__Exercise__:
Copy out each line of the listing below that contains the word "Silva".

________________________________________

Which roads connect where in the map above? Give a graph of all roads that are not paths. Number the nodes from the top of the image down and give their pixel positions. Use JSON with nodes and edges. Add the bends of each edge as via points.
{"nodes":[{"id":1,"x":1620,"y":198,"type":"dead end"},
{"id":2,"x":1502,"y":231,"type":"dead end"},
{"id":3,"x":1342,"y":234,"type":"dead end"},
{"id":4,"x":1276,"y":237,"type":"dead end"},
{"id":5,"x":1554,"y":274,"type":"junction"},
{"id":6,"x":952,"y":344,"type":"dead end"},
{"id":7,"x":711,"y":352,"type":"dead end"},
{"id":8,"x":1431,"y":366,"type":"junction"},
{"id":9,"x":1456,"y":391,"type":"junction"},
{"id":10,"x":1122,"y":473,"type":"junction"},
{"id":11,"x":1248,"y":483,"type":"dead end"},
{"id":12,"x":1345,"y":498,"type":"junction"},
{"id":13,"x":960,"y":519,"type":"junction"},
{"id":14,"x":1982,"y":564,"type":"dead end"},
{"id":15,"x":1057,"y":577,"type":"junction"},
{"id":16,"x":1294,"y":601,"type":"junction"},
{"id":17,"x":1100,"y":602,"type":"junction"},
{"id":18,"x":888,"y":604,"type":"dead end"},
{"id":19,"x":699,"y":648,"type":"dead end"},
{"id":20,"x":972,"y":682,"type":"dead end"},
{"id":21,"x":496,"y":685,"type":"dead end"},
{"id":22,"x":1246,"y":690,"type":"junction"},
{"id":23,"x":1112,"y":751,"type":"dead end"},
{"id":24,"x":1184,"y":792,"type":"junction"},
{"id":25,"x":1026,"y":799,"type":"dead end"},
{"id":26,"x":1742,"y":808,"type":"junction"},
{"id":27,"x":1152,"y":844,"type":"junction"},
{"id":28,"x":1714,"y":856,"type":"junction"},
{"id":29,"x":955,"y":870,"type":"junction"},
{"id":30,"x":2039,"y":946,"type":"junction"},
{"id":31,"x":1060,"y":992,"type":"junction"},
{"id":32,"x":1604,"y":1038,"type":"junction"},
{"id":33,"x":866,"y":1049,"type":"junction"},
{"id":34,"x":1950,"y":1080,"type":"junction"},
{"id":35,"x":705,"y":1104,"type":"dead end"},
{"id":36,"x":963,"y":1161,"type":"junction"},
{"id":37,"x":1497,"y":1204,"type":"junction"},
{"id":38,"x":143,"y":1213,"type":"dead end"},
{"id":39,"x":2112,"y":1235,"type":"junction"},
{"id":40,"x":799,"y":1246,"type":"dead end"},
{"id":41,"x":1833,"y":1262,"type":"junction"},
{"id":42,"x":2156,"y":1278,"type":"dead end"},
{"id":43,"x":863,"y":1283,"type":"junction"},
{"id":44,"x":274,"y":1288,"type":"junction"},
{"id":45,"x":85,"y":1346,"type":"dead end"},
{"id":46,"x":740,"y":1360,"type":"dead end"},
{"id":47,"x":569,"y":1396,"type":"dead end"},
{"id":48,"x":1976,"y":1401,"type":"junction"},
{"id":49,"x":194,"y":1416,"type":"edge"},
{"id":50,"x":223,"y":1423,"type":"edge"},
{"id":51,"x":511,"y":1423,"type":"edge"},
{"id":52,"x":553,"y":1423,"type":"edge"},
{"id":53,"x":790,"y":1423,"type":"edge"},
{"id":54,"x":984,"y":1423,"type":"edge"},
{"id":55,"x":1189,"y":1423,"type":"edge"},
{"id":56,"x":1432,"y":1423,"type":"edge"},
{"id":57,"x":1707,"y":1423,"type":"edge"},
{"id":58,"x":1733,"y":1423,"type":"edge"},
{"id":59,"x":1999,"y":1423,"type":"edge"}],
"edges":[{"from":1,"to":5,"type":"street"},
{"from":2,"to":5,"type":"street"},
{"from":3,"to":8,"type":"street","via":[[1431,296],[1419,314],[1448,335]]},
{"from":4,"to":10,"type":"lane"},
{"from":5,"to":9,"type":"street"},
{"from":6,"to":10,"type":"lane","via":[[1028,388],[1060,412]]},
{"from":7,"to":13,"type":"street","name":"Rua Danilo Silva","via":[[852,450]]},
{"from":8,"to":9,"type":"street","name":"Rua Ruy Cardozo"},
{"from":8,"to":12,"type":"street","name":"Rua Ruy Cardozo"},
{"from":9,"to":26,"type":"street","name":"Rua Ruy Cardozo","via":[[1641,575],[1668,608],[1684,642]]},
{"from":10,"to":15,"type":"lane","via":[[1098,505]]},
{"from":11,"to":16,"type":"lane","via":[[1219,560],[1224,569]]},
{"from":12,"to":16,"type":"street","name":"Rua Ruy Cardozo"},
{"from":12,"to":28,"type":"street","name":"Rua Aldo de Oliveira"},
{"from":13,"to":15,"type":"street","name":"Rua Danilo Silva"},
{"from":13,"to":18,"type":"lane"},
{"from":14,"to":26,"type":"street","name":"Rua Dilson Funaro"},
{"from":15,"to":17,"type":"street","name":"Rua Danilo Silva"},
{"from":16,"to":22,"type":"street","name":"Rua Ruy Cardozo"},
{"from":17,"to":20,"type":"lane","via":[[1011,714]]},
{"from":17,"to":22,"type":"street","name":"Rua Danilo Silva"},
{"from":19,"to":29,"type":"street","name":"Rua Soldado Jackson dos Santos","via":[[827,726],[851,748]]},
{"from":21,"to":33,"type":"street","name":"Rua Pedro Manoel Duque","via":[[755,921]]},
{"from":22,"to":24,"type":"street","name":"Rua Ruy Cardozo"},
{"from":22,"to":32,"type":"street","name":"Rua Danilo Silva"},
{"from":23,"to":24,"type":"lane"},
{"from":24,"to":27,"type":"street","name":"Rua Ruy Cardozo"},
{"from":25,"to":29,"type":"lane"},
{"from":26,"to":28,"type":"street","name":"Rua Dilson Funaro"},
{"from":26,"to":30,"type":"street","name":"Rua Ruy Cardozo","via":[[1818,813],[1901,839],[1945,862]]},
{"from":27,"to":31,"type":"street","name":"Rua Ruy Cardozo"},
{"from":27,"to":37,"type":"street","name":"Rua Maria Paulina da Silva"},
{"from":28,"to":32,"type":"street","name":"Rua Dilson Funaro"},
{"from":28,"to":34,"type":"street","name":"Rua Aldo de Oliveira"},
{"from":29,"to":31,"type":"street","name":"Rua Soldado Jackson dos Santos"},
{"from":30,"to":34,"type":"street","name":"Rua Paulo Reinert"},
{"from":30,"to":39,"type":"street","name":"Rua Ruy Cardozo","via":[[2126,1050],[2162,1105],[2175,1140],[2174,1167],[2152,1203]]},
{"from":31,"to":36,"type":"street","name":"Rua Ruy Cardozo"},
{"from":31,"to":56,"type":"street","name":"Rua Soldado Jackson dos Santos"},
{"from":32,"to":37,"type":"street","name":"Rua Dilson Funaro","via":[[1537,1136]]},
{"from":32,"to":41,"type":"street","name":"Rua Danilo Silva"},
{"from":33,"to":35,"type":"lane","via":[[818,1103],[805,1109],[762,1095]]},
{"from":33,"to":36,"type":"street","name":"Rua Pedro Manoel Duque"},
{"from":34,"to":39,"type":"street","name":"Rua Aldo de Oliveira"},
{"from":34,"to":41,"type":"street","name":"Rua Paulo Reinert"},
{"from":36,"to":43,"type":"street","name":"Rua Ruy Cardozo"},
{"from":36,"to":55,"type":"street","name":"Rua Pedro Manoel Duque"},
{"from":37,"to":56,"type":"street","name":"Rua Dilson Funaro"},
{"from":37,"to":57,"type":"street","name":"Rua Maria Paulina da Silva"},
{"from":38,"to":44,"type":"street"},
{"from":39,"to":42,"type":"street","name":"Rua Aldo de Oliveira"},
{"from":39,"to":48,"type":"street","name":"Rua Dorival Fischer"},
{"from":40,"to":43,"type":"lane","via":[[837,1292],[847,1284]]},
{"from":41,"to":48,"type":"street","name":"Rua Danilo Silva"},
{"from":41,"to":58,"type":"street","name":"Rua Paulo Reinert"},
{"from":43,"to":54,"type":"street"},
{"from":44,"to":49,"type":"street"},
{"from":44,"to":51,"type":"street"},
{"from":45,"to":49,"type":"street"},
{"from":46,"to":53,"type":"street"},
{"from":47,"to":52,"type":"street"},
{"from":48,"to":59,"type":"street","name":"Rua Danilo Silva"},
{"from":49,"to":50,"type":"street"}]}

________________________________________

__Answer to this problem__:
{"from":7,"to":13,"type":"street","name":"Rua Danilo Silva","via":[[852,450]]},
{"from":13,"to":15,"type":"street","name":"Rua Danilo Silva"},
{"from":15,"to":17,"type":"street","name":"Rua Danilo Silva"},
{"from":17,"to":22,"type":"street","name":"Rua Danilo Silva"},
{"from":22,"to":32,"type":"street","name":"Rua Danilo Silva"},
{"from":27,"to":37,"type":"street","name":"Rua Maria Paulina da Silva"},
{"from":32,"to":41,"type":"street","name":"Rua Danilo Silva"},
{"from":37,"to":57,"type":"street","name":"Rua Maria Paulina da Silva"},
{"from":41,"to":48,"type":"street","name":"Rua Danilo Silva"},
{"from":48,"to":59,"type":"street","name":"Rua Danilo Silva"},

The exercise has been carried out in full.